--- YOUR ASSIGNMENT ---
Whenever a line below holds the word "edges", copy that line.

Stored data entries:
◇ ◇ ◇ ◇

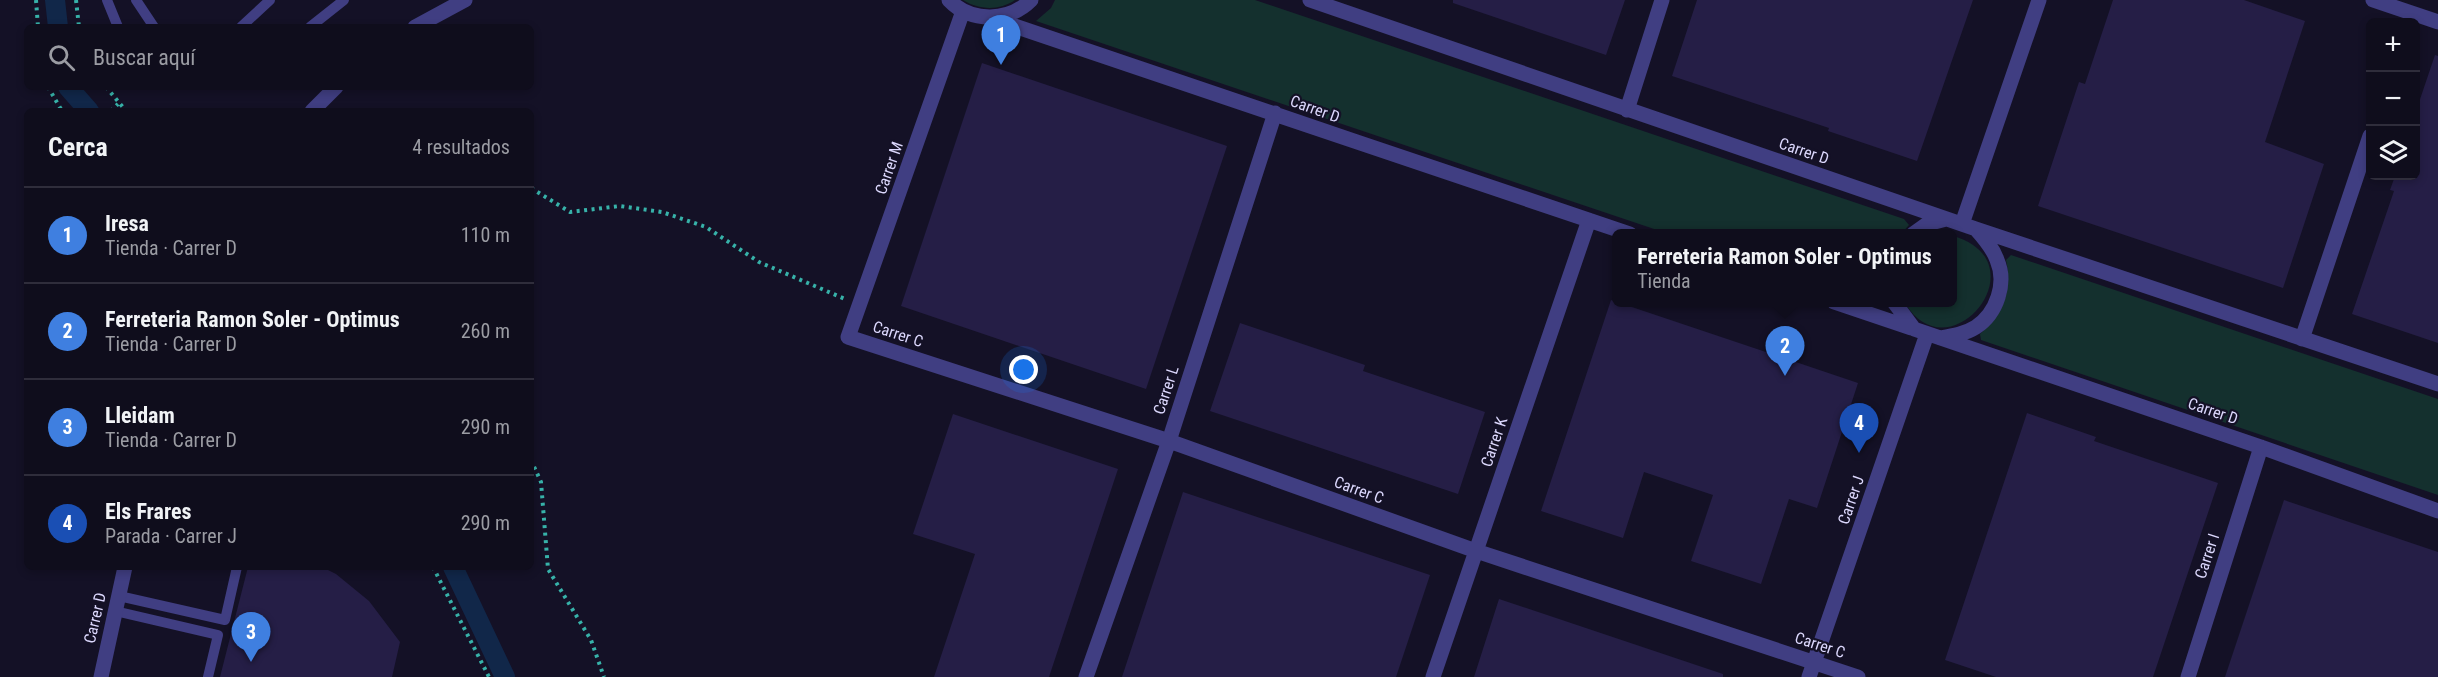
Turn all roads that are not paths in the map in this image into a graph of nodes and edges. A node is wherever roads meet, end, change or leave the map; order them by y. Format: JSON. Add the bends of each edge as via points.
{"nodes":[{"id":1,"x":107,"y":0,"type":"edge"},
{"id":2,"x":136,"y":0,"type":"edge"},
{"id":3,"x":270,"y":0,"type":"edge"},
{"id":4,"x":344,"y":0,"type":"edge"},
{"id":5,"x":465,"y":0,"type":"edge"},
{"id":6,"x":949,"y":0,"type":"edge"},
{"id":7,"x":1031,"y":0,"type":"edge"},
{"id":8,"x":1310,"y":0,"type":"edge"},
{"id":9,"x":1662,"y":0,"type":"edge"},
{"id":10,"x":2039,"y":0,"type":"edge"},
{"id":11,"x":2373,"y":0,"type":"edge"},
{"id":12,"x":963,"y":11,"type":"junction"},
{"id":13,"x":988,"y":17,"type":"junction"},
{"id":14,"x":2410,"y":18,"type":"edge"},
{"id":15,"x":2420,"y":19,"type":"edge"},
{"id":16,"x":2438,"y":21,"type":"edge"},
{"id":17,"x":117,"y":24,"type":"edge"},
{"id":18,"x":152,"y":24,"type":"edge"},
{"id":19,"x":244,"y":24,"type":"edge"},
{"id":20,"x":314,"y":24,"type":"edge"},
{"id":21,"x":421,"y":24,"type":"edge"},
{"id":22,"x":333,"y":90,"type":"edge"},
{"id":23,"x":315,"y":108,"type":"edge"},
{"id":24,"x":1627,"y":110,"type":"junction"},
{"id":25,"x":1275,"y":113,"type":"junction"},
{"id":26,"x":2366,"y":148,"type":"edge"},
{"id":27,"x":1946,"y":219,"type":"junction"},
{"id":28,"x":1589,"y":220,"type":"junction"},
{"id":29,"x":1969,"y":226,"type":"junction"},
{"id":30,"x":1615,"y":229,"type":"edge"},
{"id":31,"x":1920,"y":229,"type":"edge"},
{"id":32,"x":1846,"y":307,"type":"edge"},
{"id":33,"x":1898,"y":307,"type":"edge"},
{"id":34,"x":1927,"y":334,"type":"junction"},
{"id":35,"x":848,"y":337,"type":"joint"},
{"id":36,"x":2302,"y":339,"type":"junction"},
{"id":37,"x":2438,"y":384,"type":"edge"},
{"id":38,"x":1168,"y":441,"type":"junction"},
{"id":39,"x":2261,"y":447,"type":"junction"},
{"id":40,"x":2438,"y":511,"type":"edge"},
{"id":41,"x":1476,"y":550,"type":"junction"},
{"id":42,"x":124,"y":570,"type":"edge"},
{"id":43,"x":236,"y":570,"type":"edge"},
{"id":44,"x":119,"y":596,"type":"junction"},
{"id":45,"x":115,"y":611,"type":"junction"},
{"id":46,"x":1812,"y":670,"type":"edge"},
{"id":47,"x":100,"y":677,"type":"edge"},
{"id":48,"x":208,"y":677,"type":"edge"},
{"id":49,"x":1086,"y":677,"type":"edge"},
{"id":50,"x":1433,"y":677,"type":"edge"},
{"id":51,"x":1858,"y":677,"type":"edge"},
{"id":52,"x":2188,"y":677,"type":"edge"}],
"edges":[{"from":1,"to":17,"type":"lane"},
{"from":2,"to":18,"type":"lane"},
{"from":3,"to":19,"type":"lane"},
{"from":4,"to":20,"type":"lane"},
{"from":5,"to":21,"type":"street"},
{"from":6,"to":12,"type":"street"},
{"from":7,"to":13,"type":"street","via":[[1007,15]]},
{"from":8,"to":24,"type":"street","name":"Carrer D"},
{"from":9,"to":24,"type":"street"},
{"from":10,"to":29,"type":"street"},
{"from":11,"to":14,"type":"street"},
{"from":12,"to":13,"type":"street","name":"Carrer D"},
{"from":12,"to":35,"type":"street","name":"Carrer M"},
{"from":13,"to":25,"type":"street","name":"Carrer D"},
{"from":15,"to":16,"type":"street"},
{"from":22,"to":23,"type":"street"},
{"from":24,"to":27,"type":"street","name":"Carrer D"},
{"from":25,"to":28,"type":"street","name":"Carrer D"},
{"from":25,"to":38,"type":"street","name":"Carrer L"},
{"from":26,"to":36,"type":"street"},
{"from":27,"to":29,"type":"street","name":"Carrer D"},
{"from":27,"to":31,"type":"street"},
{"from":28,"to":30,"type":"street","name":"Carrer D"},
{"from":28,"to":41,"type":"street","name":"Carrer K"},
{"from":29,"to":34,"type":"street","via":[[1998,261],[1998,298],[1990,314],[1976,327],[1959,334]]},
{"from":29,"to":36,"type":"street"},
{"from":32,"to":34,"type":"street","name":"Carrer D"},
{"from":33,"to":34,"type":"street"},
{"from":34,"to":39,"type":"street","name":"Carrer D"},
{"from":34,"to":46,"type":"street","name":"Carrer J"},
{"from":35,"to":38,"type":"street","name":"Carrer C"},
{"from":36,"to":37,"type":"street"},
{"from":38,"to":41,"type":"street","name":"Carrer C"},
{"from":38,"to":49,"type":"street","name":"Carrer L"},
{"from":39,"to":40,"type":"street","name":"Carrer D"},
{"from":39,"to":52,"type":"street","name":"Carrer I"},
{"from":41,"to":46,"type":"street","name":"Carrer C"},
{"from":41,"to":50,"type":"street","name":"Carrer K"},
{"from":42,"to":44,"type":"street","name":"Carrer D"},
{"from":43,"to":44,"type":"lane","via":[[225,620]]},
{"from":44,"to":45,"type":"street","name":"Carrer D"},
{"from":45,"to":47,"type":"street","name":"Carrer D"},
{"from":45,"to":48,"type":"lane","via":[[218,635]]},
{"from":46,"to":51,"type":"street","name":"Carrer C"}]}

◇ ◇ ◇ ◇

--- WRITTEN SOLUTION ---
Turn all roads that are not paths in the map in this image into a graph of nodes and edges. A node is wherever roads meet, end, change or leave the map; order them by y. Format: JSON. Add the bends of each edge as via points.
"edges":[{"from":1,"to":17,"type":"lane"},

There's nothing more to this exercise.